This is as much about mindset as anything else; the easy button is an abstraction. Abstractions are abstracting something. Don’t just watch the vendor presentation and gawk; dig in and understand.
Simplification is a constant theme not only here, and in my talks, but across the network engineering world right now. But what does this mean practically? Looking at a complex network, how do you begin simplifying?
The first option is to abstract, abstract again, and abstract some more. But before diving into deep abstraction, remember that abstraction is both a good and bad thing. Abstraction can reduce the amount of state in a network, and reduce the speed at which that state changes. Abstraction can cover a multitude of sins in the legacy part of the network, but abstractions also leak!!! In fact, all nontrivial abstractions leak. Following this logic through: all non-trivial abstractions leak; the more non-trivial the abstraction, the more it will leak; the more complexity an abstraction is covering, the less trivial the abstraction will be. Hence: the more complexity you are covering with an abstraction, the more it will leak.
Abstraction, then, is only one part of the solution. You must not only abstract, but you must also simplify the underlying bits of the system you are covering with the abstraction. This is a point we often miss.

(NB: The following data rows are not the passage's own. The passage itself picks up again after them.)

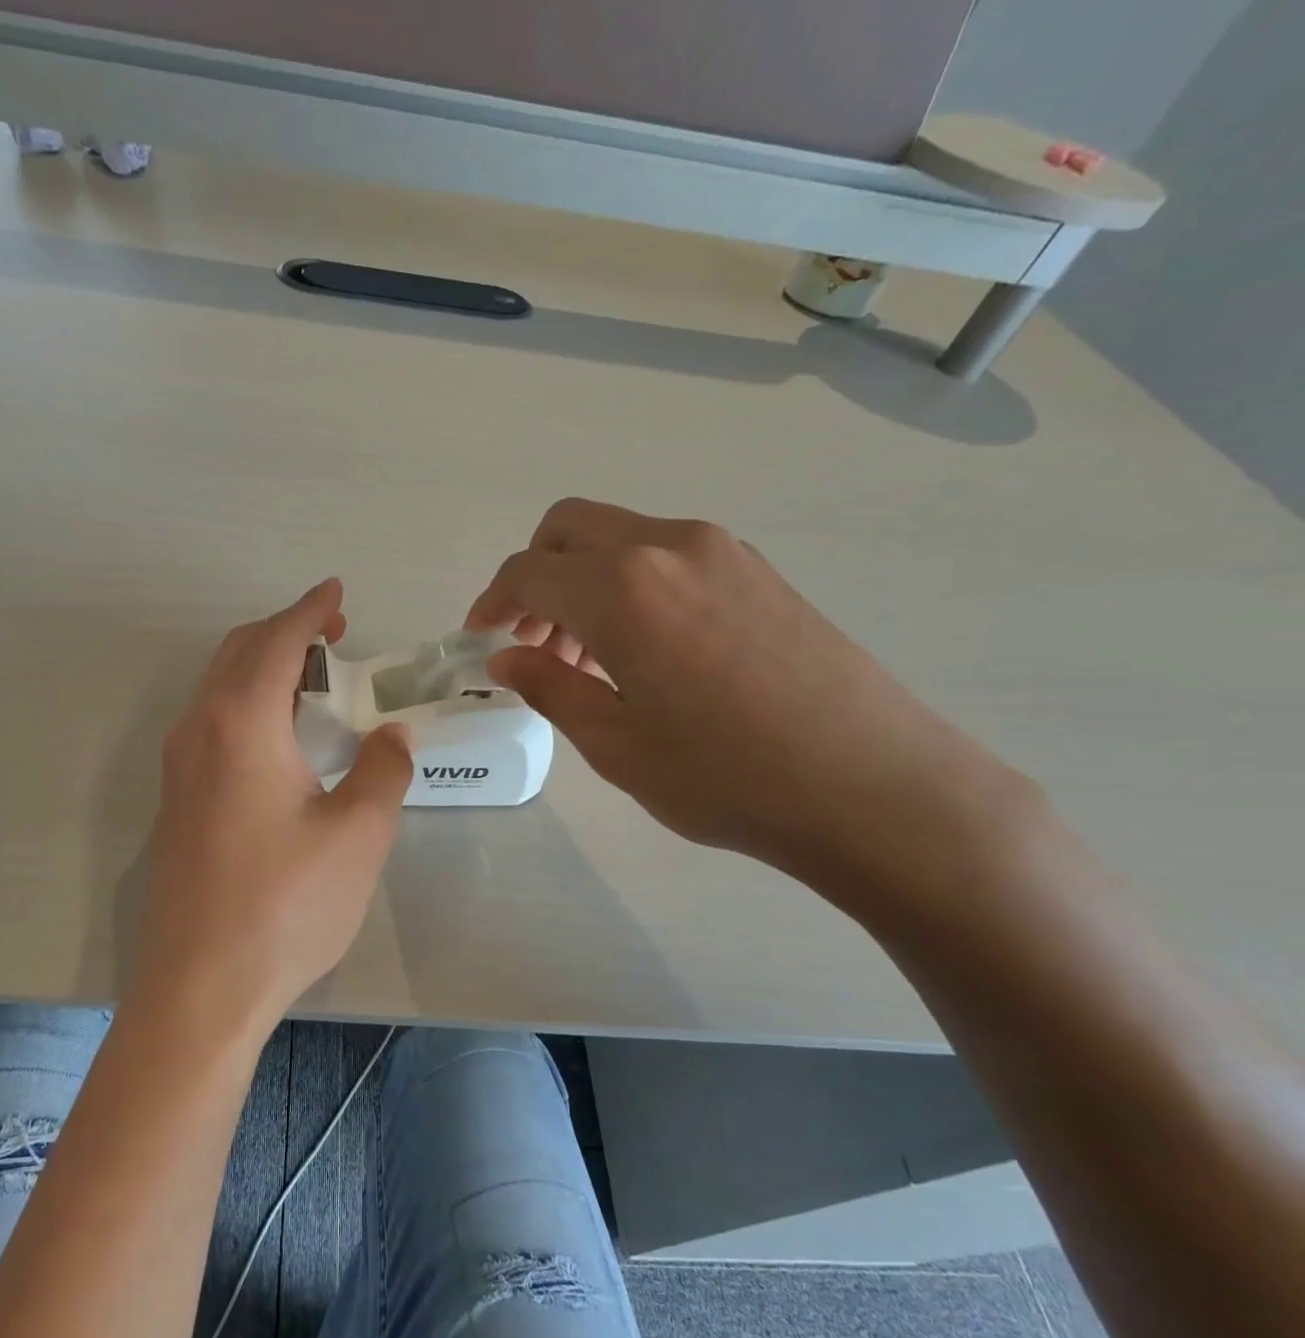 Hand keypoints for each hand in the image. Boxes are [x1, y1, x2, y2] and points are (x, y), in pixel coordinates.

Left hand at [136, 580, 412, 1032]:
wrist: (201, 985)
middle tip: (332, 632)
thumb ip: (382, 770)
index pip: (278, 642)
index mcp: (241, 723)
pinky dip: (246, 701)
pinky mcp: (176, 800)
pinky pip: (211, 722)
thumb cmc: (285, 905)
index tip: (337, 591)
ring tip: (312, 676)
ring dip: (263, 665)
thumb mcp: (358, 835)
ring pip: (219, 687)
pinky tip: (278, 733)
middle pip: (239, 653)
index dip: (311, 610)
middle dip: (286, 631)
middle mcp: (199, 731)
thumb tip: (389, 735)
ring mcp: (179, 767)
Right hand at [466, 499, 1035, 890]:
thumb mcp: (615, 744)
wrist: (876, 788)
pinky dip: (630, 585)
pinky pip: (667, 556)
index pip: (529, 571)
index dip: (492, 602)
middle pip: (571, 529)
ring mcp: (722, 552)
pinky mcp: (758, 571)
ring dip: (582, 582)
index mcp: (622, 589)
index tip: (480, 640)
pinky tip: (643, 651)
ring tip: (585, 657)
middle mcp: (669, 548)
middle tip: (531, 641)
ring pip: (620, 539)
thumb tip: (505, 659)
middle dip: (534, 576)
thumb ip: (550, 688)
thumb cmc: (727, 777) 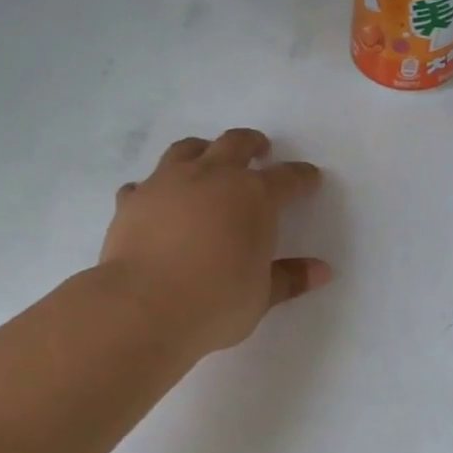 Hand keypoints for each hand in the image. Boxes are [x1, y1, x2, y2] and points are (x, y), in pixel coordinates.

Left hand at [98, 128, 330, 356]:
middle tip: (259, 150)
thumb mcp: (261, 296)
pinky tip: (157, 201)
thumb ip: (289, 278)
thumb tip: (321, 271)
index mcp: (254, 197)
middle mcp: (212, 177)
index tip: (309, 179)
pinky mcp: (132, 200)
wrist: (144, 308)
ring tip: (207, 161)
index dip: (302, 178)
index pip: (287, 178)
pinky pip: (145, 184)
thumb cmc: (216, 303)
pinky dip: (155, 188)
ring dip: (203, 151)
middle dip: (252, 144)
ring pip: (188, 149)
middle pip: (236, 144)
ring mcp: (167, 183) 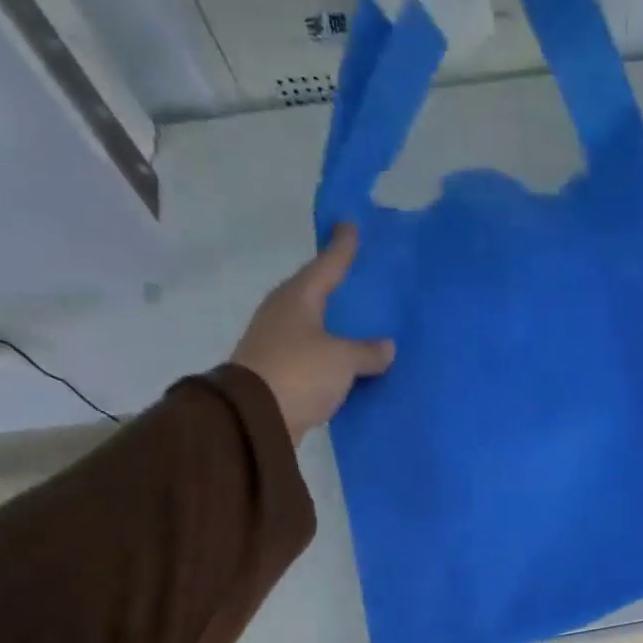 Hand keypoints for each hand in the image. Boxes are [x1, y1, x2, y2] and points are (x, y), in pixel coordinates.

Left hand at [230, 224, 394, 439]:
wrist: (255, 417)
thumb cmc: (299, 372)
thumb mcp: (342, 359)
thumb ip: (367, 351)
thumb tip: (386, 347)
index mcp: (298, 298)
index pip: (326, 265)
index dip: (342, 247)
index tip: (350, 225)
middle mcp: (284, 314)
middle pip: (317, 293)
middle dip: (338, 286)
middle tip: (361, 277)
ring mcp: (279, 343)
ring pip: (316, 326)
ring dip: (337, 325)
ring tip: (363, 323)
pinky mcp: (281, 372)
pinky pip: (316, 355)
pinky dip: (334, 355)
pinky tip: (352, 360) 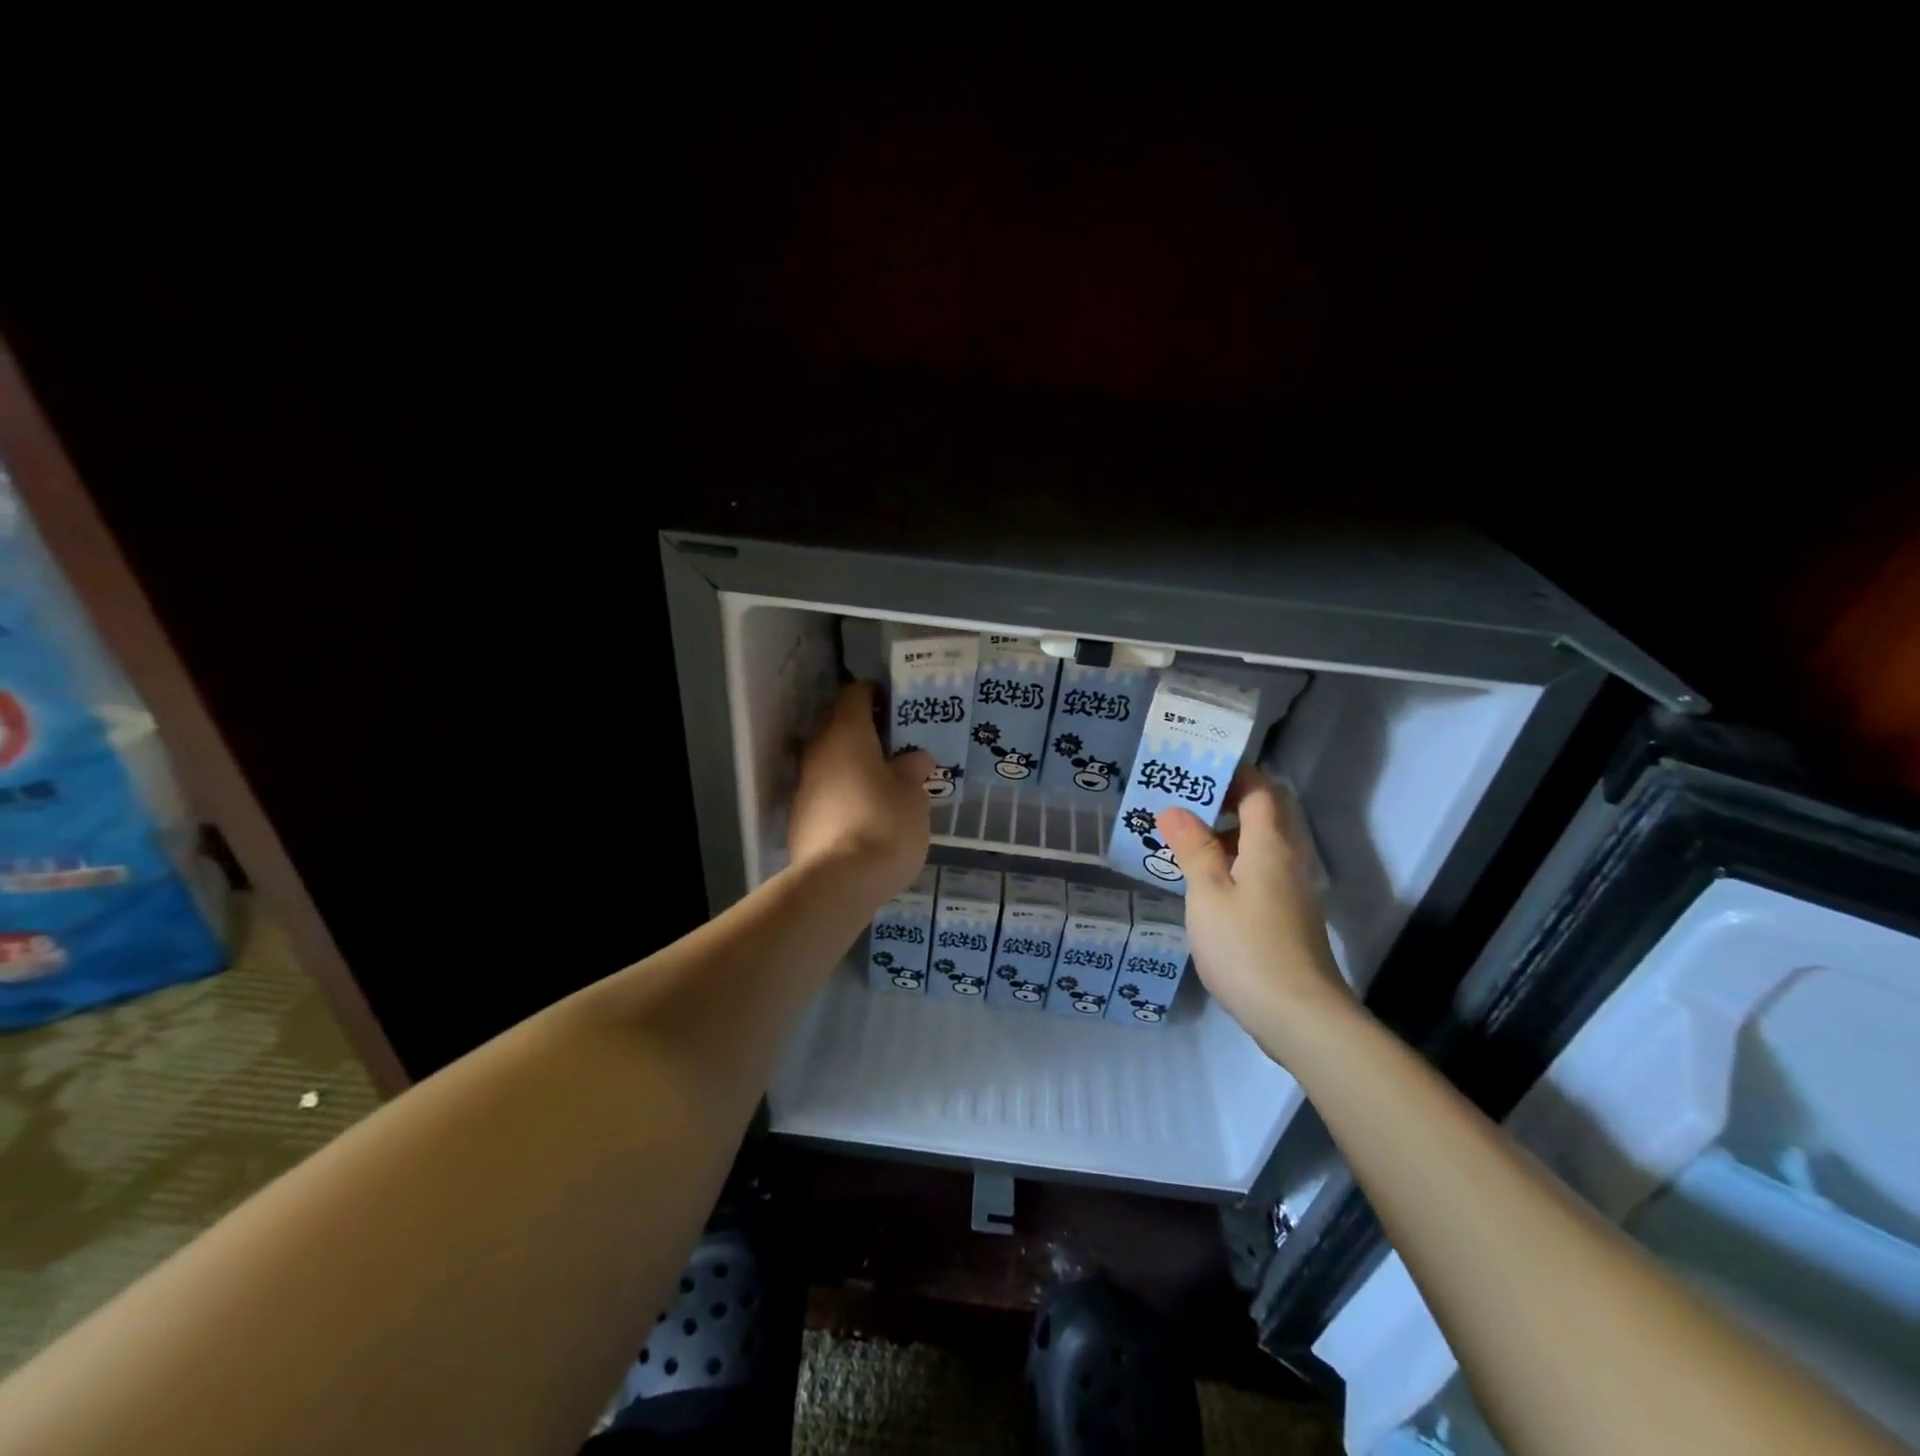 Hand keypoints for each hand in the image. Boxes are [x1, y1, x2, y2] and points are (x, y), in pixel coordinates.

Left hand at [787, 682, 933, 904]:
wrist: (838, 883)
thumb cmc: (885, 824)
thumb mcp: (914, 794)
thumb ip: (913, 769)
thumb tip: (914, 758)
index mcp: (846, 734)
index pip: (854, 694)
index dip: (875, 694)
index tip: (896, 705)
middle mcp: (818, 751)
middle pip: (835, 724)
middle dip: (861, 727)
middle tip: (892, 741)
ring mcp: (803, 785)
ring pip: (827, 759)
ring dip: (850, 761)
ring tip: (881, 778)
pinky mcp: (799, 817)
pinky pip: (822, 790)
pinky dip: (841, 790)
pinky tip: (863, 810)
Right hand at [1158, 771, 1358, 1065]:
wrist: (1300, 1017)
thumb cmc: (1247, 947)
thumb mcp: (1208, 894)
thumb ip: (1193, 849)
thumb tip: (1175, 809)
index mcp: (1270, 846)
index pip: (1259, 791)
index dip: (1233, 774)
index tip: (1195, 768)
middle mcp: (1288, 862)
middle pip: (1262, 817)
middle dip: (1223, 805)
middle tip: (1178, 805)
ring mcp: (1291, 893)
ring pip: (1258, 849)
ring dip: (1224, 839)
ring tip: (1180, 844)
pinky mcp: (1287, 920)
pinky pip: (1258, 875)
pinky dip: (1231, 868)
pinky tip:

Which returns us to our original question. The first answer to the question is this: minimize.
Minimize the number of technologies you are using. Of course, minimization is not so … simple … because it is a series of tradeoffs. You can minimize the number of protocols you are using to build the network, or you can minimize the number of things you are using each protocol for. This is why you layer things, which helps you understand how and where to modularize, focusing different components on different purposes, and then thinking about how those components interact. Ultimately, what you want is precisely the number of modules required to do the job to a specific level of efficiency, and not one module more (or less).
Minimize the kinds of “things” you are using. Try to use one data center topology, one campus topology, one regional topology, etc. Try to use one kind of device (whether virtual or physical) in each “role.” Try to reduce the number of “roles” in the network.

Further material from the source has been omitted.